40'larda haftada 1930 saatlik çalışmayla sonuçlanana benzer fırsatlar nadiren ortaya çıkıyor. Ancak acilen bir tür paradigma değişikliğine ihtiyaç var.

Bir şeyin vermesi gerekiyor.The Conversation

Gary Cross, Değerli Modern Tarih Profesörü, Penn State

Bu makale şu adresten yeniden yayınlandı: Konuşma Creative Commons lisansı altında. Okumak Orijinal makale.

Amazon'un En Çok Satanlar listesinden Eşitsizlik Üzerine Kitaplar

"Kast: Hoşnutsuzluklarımızın Kökenleri"

tarafından Isabel Wilkerson

Bu kitapta Isabel Wilkerson, Amerika Birleşik Devletleri de dahil olmak üzere dünyanın dört bir yanındaki toplumlardaki kast sistemlerinin tarihini inceliyor. Kitap, kastın bireyler ve toplum üzerindeki etkisini araştırıyor ve eşitsizliği anlamak ve ele almak için bir çerçeve sunuyor.

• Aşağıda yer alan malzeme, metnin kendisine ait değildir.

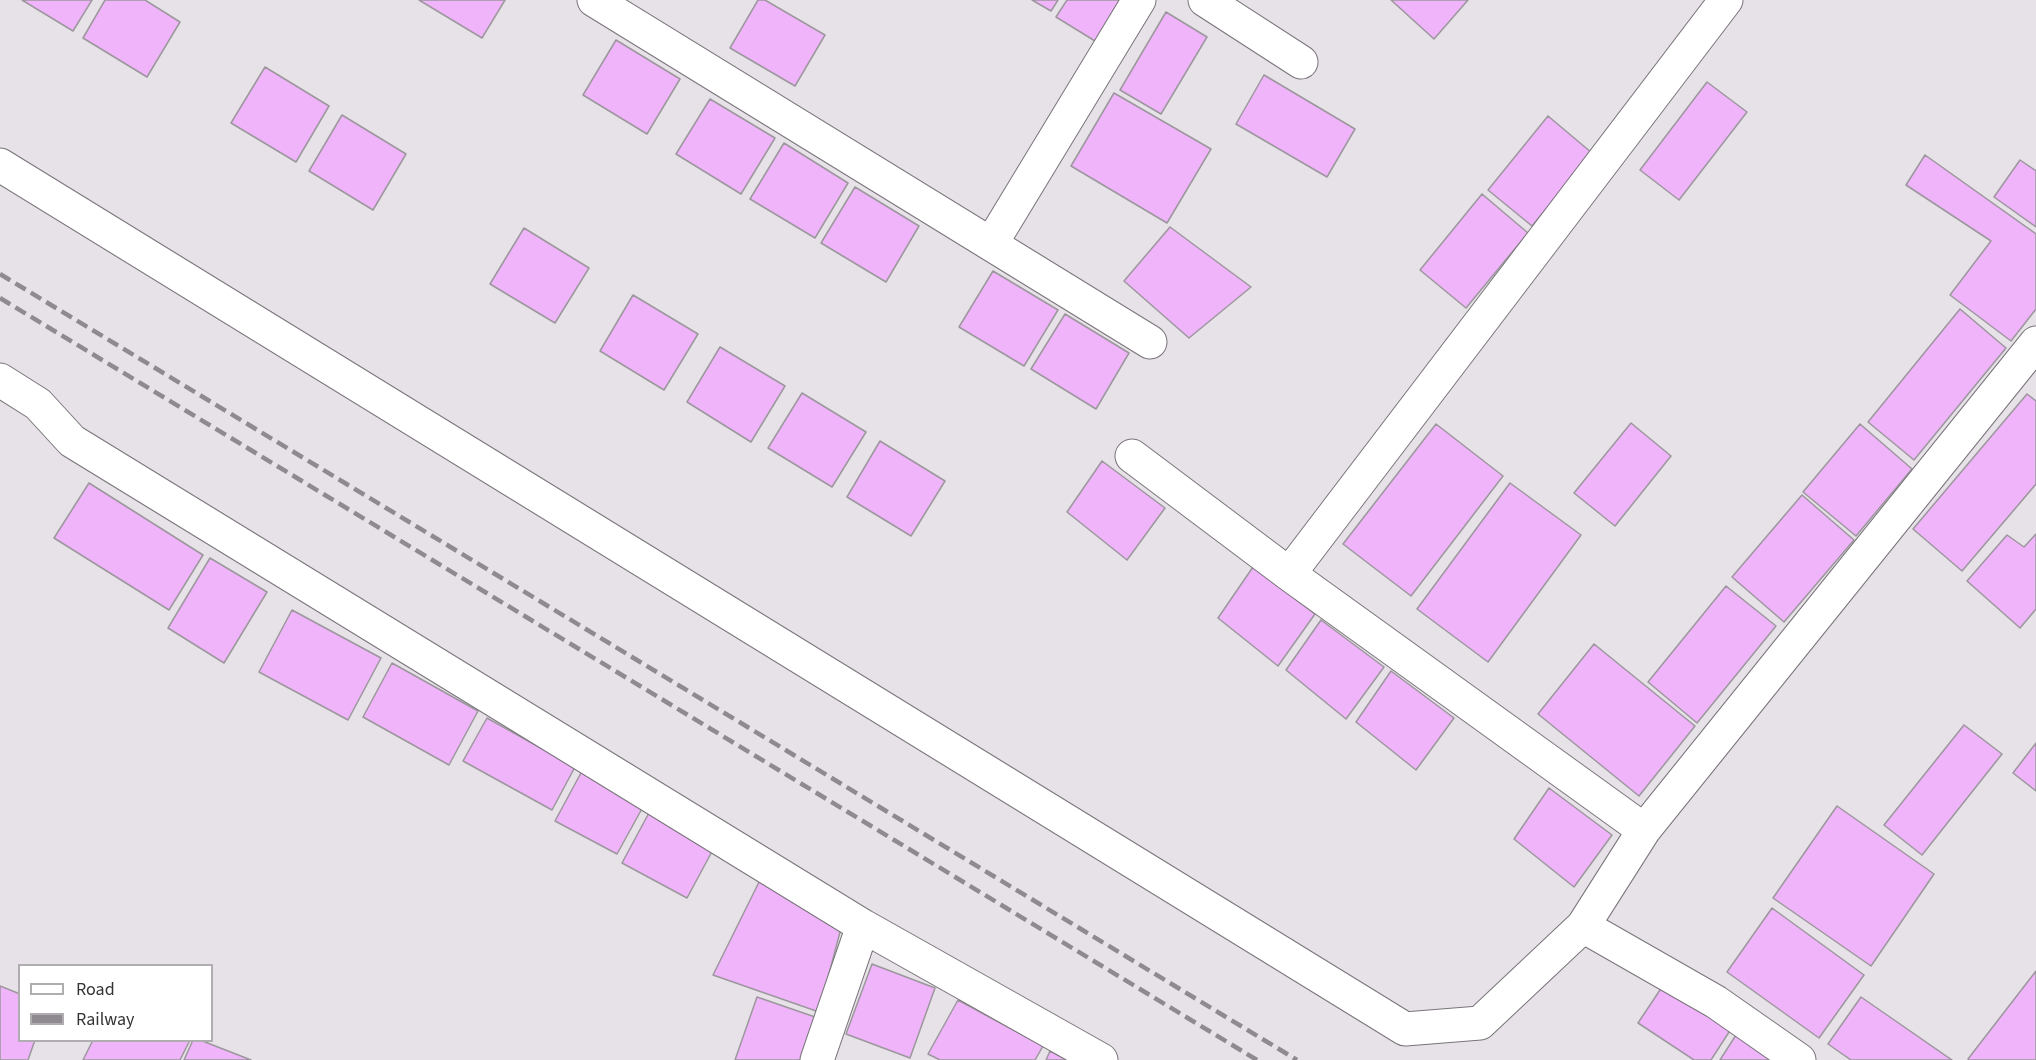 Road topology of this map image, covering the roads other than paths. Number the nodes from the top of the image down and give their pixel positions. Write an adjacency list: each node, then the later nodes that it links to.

Daha fazla bilgi veya sipariş için tıklayın

"Hukukun Rengi: Hükümetimizin Amerika'yı Nasıl Ayırdığına Dair Unutulmuş Bir Tarih"

tarafından Richard Rothstein

Bu kitapta Richard Rothstein, Amerika Birleşik Devletleri'nde ırk ayrımcılığını yaratan ve pekiştiren hükümet politikalarının tarihini araştırıyor. Kitap, bu politikaların bireyler ve topluluklar üzerindeki etkisini inceliyor ve süregelen eşitsizliği ele almak için bir eylem çağrısı sunuyor.

Daha fazla bilgi veya sipariş için tıklayın

"Toplamımız: Irkçılığın Herkese Maliyeti Nedir ve Birlikte Nasıl Başarılı Olabiliriz"

tarafından Heather McGhee

Bu kitapta Heather McGhee, ırkçılığın ekonomik ve sosyal maliyetlerini araştırıyor ve daha eşitlikçi ve müreffeh bir toplum için bir vizyon sunuyor. Kitap, eşitsizliğe meydan okuyan bireylerin ve toplulukların hikayelerinin yanı sıra daha kapsayıcı bir toplum yaratmak için pratik çözümler içeriyor.

Daha fazla bilgi veya sipariş için tıklayın

"Açık Efsanesi: Modern Para Teorisi ve Halk Ekonomisinin Doğuşu"

kaydeden Stephanie Kelton

Bu kitapta Stephanie Kelton, hükümet harcamaları ve ulusal açık hakkındaki geleneksel fikirlere meydan okuyor ve ekonomi politikasını anlamak için yeni bir çerçeve sunuyor. Kitap, eşitsizliği ele almak ve daha eşitlikçi bir ekonomi yaratmak için pratik çözümler içeriyor.

Daha fazla bilgi veya sipariş için tıklayın

"Yeni Jim Crow: Renk Körlüğü Çağında Toplu Hapsedilme"

Michelle Alexander tarafından

Bu kitapta Michelle Alexander, ceza adaleti sisteminin özellikle Siyah Amerikalılara karşı ırksal eşitsizliği ve ayrımcılığı sürdürme yollarını araştırıyor. Kitap, sistemin ve etkisinin tarihsel bir analizini ve ayrıca reform için bir eylem çağrısı içeriyor.